> PROBLEM TO SOLVE
Write out the full set of records below exactly.

> AVAILABLE DATA
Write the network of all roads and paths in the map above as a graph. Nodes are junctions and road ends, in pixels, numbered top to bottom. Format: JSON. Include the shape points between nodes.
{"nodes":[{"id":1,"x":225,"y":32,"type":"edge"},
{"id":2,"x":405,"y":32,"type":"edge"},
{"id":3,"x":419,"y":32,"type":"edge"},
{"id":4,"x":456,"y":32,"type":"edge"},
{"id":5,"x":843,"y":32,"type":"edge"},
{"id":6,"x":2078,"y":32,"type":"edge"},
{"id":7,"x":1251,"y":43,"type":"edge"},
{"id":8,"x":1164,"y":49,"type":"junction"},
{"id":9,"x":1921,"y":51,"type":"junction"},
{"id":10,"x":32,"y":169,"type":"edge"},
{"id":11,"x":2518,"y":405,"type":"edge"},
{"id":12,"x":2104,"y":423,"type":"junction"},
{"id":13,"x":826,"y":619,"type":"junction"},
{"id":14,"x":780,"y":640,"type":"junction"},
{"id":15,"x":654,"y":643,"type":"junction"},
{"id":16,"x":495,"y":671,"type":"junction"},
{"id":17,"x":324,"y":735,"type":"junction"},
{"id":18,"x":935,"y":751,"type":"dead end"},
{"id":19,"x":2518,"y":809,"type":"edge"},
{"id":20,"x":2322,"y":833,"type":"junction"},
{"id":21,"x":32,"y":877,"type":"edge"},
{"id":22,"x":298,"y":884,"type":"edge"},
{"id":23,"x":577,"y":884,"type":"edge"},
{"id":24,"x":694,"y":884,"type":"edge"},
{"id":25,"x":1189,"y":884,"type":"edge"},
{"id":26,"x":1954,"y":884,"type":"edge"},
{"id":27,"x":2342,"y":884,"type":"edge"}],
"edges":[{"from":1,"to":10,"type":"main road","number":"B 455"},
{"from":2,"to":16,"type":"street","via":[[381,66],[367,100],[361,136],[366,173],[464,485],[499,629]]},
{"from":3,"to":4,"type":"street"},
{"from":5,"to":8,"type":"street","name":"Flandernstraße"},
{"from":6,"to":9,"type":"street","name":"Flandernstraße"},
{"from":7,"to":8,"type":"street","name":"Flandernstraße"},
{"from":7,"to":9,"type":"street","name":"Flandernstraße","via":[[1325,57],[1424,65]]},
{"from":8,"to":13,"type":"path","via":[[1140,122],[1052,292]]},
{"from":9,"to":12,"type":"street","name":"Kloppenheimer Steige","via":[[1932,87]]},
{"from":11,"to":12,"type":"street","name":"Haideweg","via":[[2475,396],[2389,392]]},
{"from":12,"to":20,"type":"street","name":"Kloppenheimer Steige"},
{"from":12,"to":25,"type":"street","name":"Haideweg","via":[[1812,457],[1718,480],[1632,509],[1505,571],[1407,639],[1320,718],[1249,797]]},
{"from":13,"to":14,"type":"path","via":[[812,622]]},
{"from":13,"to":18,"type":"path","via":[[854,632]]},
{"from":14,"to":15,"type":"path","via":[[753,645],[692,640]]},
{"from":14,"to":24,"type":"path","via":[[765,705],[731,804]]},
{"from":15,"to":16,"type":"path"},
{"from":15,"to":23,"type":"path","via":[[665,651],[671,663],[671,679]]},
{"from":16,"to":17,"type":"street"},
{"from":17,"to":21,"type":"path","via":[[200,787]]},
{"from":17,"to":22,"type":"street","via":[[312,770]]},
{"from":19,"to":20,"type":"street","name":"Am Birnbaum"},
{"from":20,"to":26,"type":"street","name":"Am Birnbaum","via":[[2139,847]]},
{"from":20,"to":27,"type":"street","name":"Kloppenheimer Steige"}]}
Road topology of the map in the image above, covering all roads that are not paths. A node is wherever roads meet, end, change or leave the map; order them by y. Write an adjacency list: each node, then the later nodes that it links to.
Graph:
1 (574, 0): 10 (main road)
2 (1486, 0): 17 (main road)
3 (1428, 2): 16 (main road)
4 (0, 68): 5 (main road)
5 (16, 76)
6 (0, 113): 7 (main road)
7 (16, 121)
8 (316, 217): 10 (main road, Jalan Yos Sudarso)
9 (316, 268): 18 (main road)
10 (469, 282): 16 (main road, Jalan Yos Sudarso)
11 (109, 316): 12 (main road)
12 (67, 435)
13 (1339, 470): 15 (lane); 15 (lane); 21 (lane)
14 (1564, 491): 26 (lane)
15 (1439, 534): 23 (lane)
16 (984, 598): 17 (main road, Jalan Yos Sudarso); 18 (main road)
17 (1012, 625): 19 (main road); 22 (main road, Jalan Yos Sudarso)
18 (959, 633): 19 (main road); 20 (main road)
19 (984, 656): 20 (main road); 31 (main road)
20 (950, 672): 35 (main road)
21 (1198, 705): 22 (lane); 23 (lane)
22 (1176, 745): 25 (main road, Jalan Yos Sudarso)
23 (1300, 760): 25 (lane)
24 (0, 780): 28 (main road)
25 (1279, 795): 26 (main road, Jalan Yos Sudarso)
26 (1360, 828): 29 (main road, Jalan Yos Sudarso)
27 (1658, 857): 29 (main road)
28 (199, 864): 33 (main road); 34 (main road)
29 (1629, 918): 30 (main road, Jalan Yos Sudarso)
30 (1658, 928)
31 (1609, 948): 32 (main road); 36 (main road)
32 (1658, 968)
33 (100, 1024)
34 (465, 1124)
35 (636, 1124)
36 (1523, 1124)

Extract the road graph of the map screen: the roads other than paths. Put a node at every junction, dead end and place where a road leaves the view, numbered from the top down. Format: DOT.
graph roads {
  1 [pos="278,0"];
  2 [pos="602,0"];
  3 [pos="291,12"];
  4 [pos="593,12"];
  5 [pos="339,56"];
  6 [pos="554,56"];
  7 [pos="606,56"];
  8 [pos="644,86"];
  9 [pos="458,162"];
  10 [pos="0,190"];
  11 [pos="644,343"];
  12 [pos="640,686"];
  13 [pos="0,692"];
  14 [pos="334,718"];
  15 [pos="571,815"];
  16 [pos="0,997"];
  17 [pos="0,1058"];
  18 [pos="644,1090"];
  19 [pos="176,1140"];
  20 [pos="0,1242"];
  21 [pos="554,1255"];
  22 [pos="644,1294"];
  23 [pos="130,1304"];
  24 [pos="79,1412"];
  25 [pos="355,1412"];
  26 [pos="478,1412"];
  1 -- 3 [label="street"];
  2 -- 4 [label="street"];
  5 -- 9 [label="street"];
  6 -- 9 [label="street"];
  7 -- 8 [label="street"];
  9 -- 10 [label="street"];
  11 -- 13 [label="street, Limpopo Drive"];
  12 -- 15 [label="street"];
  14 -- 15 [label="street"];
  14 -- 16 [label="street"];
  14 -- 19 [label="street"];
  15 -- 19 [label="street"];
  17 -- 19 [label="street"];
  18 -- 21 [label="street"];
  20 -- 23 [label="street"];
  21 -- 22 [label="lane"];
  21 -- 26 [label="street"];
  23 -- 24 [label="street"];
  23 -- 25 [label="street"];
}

> EXPECTED OUTPUT
Write the network of all roads and paths in the map above as a graph. Nodes are junctions and road ends, in pixels, numbered top to bottom. Format: JSON. Include the shape points between nodes.
{"nodes":[{"id":1,"x":225,"y":32,"type":"edge"},
{"id":2,"x":405,"y":32,"type":"edge"},
{"id":3,"x":419,"y":32,"type":"edge"},
{"id":4,"x":456,"y":32,"type":"edge"},
{"id":5,"x":843,"y":32,"type":"edge"},
{"id":6,"x":2078,"y":32,"type":"edge"},
{"id":7,"x":1251,"y":43,"type":"edge"},
{"id":8,"x":1164,"y":49,"type":"junction"},
{"id":9,"x":1921,"y":51,"type":"junction"},
{"id":10,"x":32,"y":169,"type":"edge"},
{"id":11,"x":2518,"y":405,"type":"edge"},
{"id":12,"x":2104,"y":423,"type":"junction"},
{"id":13,"x":826,"y":619,"type":"junction"},
{"id":14,"x":780,"y":640,"type":"junction"},
{"id":15,"x":654,"y":643,"type":"junction"},
{"id":16,"x":495,"y":671,"type":"junction"},
{"id":17,"x":324,"y":735,"type":"junction"},
{"id":18,"x":935,"y":751,"type":"dead end"},
{"id":19,"x":2518,"y":809,"type":"edge"},
{"id":20,"x":2322,"y":833,"type":"junction"},
{"id":21,"x":32,"y":877,"type":"edge"},
{"id":22,"x":298,"y":884,"type":"edge"},
{"id":23,"x":577,"y":884,"type":"edge"},
{"id":24,"x":694,"y":884,"type":"edge"},
{"id":25,"x":1189,"y":884,"type":"edge"},
{"id":26,"x":1954,"y":884,"type":"edge"},
{"id":27,"x":2342,"y":884,"type":"edge"}],
"edges":[{"from":1,"to":10,"type":"main road","number":"B 455"},
{"from":2,"to":16,"type":"street","via":[[381,66],[367,100],[361,136],[366,173],[464,485],[499,629]]},
{"from":3,"to":4,"type":"street"},
{"from":5,"to":8,"type":"street","name":"Flandernstraße"},
{"from":6,"to":9,"type":"street","name":"Flandernstraße"},
{"from":7,"to":8,"type":"street","name":"Flandernstraße"},
{"from":7,"to":9,"type":"street","name":"Flandernstraße","via":[[1325,57],[1424,65]]},
{"from":8,"to":13,"type":"path","via":[[1140,122],[1052,292]]},
{"from":9,"to":12,"type":"street","name":"Kloppenheimer Steige","via":[[1932,87]]},
{"from":11,"to":12,"type":"street","name":"Haideweg","via":[[2475,396],[2389,392]]},
{"from":12,"to":20,"type":"street","name":"Kloppenheimer Steige"},
{"from":12,"to":25,"type":"street","name":"Haideweg","via":[[1812,457],[1718,480],[1632,509],[1505,571],[1407,639],[1320,718],[1249,797]]},
{"from":13,"to":14,"type":"path","via":[[812,622]]},
{"from":13,"to":18,"type":"path","via":[[854,632]]},
{"from":14,"to":15,"type":"path","via":[[753,645],[692,640]]},
{"from":14,"to":24,"type":"path","via":[[765,705],[731,804]]},
{"from":15,"to":16,"type":"path"},
{"from":15,"to":23,"type":"path","via":[[665,651],[671,663],[671,679]]},
{"from":16,"to":17,"type":"street"},
{"from":17,"to":21,"type":"path","via":[[200,787]]},
{"from":17,"to":22,"type":"street","via":[[312,770]]},
{"from":19,"to":20,"type":"street","name":"Am Birnbaum"},
{"from":20,"to":26,"type":"street","name":"Am Birnbaum","via":[[2139,847]]},
{"from":20,"to":27,"type":"street","name":"Kloppenheimer Steige"}]}
Road topology of the map in the image above, covering all roads that are not paths. A node is wherever roads meet, end, change or leave the map; order them by y. Write an adjacency list: each node, then the later nodes that it links to.
Graph:
1 (574, 0): 10 (main road)
2 (1486, 0): 17 (main road)
3 (1428, 2): 16 (main road)
4 (0, 68): 5 (main road)
5 (16, 76)
6 (0, 113): 7 (main road)
7 (16, 121)
8 (316, 217): 10 (main road, Jalan Yos Sudarso)
9 (316, 268): 18 (main road)
10 (469, 282): 16 (main road, Jalan Yos Sudarso)
11 (109, 316): 12 (main road)
12 (67, 435)
13 (1339, 470): 15 (lane); 15 (lane); 21 (lane)
14 (1564, 491): 26 (lane)
15 (1439, 534): 23 (lane)
16 (984, 598): 17 (main road, Jalan Yos Sudarso); 18 (main road)
17 (1012, 625): 19 (main road); 22 (main road, Jalan Yos Sudarso)
18 (959, 633): 19 (main road); 20 (main road)
19 (984, 656): 20 (main road); 31 (main road)
20 (950, 672): 35 (main road)
21 (1198, 705): 22 (lane); 23 (lane)
22 (1176, 745): 25 (main road, Jalan Yos Sudarso)
23 (1300, 760): 25 (lane)
24 (0, 780): 28 (main road)
25 (1279, 795): 26 (main road, Jalan Yos Sudarso)
26 (1360, 828): 29 (main road, Jalan Yos Sudarso)
27 (1658, 857): 29 (main road)
28 (199, 864): 33 (main road); 34 (main road)
29 (1629, 918): 30 (main road, Jalan Yos Sudarso)
30 (1658, 928)
31 (1609, 948): 32 (main road); 36 (main road)
32 (1658, 968)
33 (100, 1024)
34 (465, 1124)
35 (636, 1124)
36 (1523, 1124)

Extract the road graph of the map screen: the roads other than paths. Put a node at every junction, dead end and place where a road leaves the view, numbered from the top down. Format: DOT.
graph roads {
  1 [pos="278,0"];
  2 [pos="602,0"];
  3 [pos="291,12"];
  4 [pos="593,12"];
  5 [pos="339,56"];
  6 [pos="554,56"];
  7 [pos="606,56"];
  8 [pos="644,86"];
  9 [pos="458,162"];
  10 [pos="0,190"];
  11 [pos="644,343"];
  12 [pos="640,686"];
  13 [pos="0,692"];
  14 [pos="334,718"];
  15 [pos="571,815"];
  16 [pos="0,997"];
  17 [pos="0,1058"];
  18 [pos="644,1090"];
  19 [pos="176,1140"];
  20 [pos="0,1242"];
  21 [pos="554,1255"];
  22 [pos="644,1294"];
  23 [pos="130,1304"];
  24 [pos="79,1412"];
  25 [pos="355,1412"];
  26 [pos="478,1412"];
  1 -- 3 [label="street"];
  2 -- 4 [label="street"];
  5 -- 9 [label="street"];
  6 -- 9 [label="street"];
  7 -- 8 [label="street"];
  9 -- 10 [label="street"];
  11 -- 13 [label="street, Limpopo Drive"];
  12 -- 15 [label="street"];
  14 -- 15 [label="street"];
  14 -- 16 [label="street"];
  14 -- 19 [label="street"];
  15 -- 19 [label="street"];
  17 -- 19 [label="street"];
  18 -- 21 [label="street"];
  20 -- 23 [label="street"];
  21 -- 22 [label="lane"];
  21 -- 26 [label="street"];
  23 -- 24 [label="street"];
  23 -- 25 [label="street"];
}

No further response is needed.